§ Exercise objective: In the entries below, filter for the word "junction" and copy every matching line.

*** Begin section ***

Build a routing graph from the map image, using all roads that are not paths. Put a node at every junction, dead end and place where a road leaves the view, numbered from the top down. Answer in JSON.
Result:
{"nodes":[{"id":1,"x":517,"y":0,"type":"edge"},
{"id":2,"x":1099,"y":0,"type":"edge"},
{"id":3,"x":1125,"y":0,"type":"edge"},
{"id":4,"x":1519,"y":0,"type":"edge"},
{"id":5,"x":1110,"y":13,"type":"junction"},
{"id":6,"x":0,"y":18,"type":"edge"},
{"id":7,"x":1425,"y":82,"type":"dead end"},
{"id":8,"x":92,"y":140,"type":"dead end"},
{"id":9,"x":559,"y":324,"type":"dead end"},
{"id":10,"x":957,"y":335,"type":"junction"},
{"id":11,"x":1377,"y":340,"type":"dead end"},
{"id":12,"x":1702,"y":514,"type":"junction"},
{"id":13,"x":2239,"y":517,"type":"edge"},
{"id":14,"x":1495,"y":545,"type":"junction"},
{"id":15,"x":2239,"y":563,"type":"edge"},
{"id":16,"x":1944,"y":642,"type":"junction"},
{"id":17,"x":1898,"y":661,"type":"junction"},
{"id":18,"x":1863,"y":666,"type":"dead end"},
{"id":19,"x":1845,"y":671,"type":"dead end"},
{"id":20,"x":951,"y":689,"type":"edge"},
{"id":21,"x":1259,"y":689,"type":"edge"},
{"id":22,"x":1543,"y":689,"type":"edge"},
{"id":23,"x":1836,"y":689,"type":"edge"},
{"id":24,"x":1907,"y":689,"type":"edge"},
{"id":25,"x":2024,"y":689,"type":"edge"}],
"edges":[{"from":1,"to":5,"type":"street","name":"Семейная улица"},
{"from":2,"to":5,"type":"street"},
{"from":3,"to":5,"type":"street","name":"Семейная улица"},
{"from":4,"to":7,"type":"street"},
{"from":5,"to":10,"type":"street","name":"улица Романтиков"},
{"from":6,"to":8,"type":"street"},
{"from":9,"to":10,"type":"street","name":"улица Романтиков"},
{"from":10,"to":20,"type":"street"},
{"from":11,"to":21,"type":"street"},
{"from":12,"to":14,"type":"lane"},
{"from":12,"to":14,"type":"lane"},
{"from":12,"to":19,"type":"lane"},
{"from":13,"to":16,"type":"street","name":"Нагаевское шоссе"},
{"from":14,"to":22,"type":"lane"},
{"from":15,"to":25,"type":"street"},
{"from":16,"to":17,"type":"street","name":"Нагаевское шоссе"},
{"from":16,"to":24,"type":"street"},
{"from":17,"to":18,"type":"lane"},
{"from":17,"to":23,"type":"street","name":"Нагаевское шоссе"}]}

*** End section ***

§ Exercise solution:
Build a routing graph from the map image, using all roads that are not paths. Put a node at every junction, dead end and place where a road leaves the view, numbered from the top down. Answer in JSON.
{"id":5,"x":1110,"y":13,"type":"junction"},
{"id":10,"x":957,"y":335,"type":"junction"},
{"id":12,"x":1702,"y":514,"type":"junction"},
{"id":14,"x":1495,"y":545,"type":"junction"},
{"id":16,"x":1944,"y":642,"type":"junction"},
{"id":17,"x":1898,"y":661,"type":"junction"},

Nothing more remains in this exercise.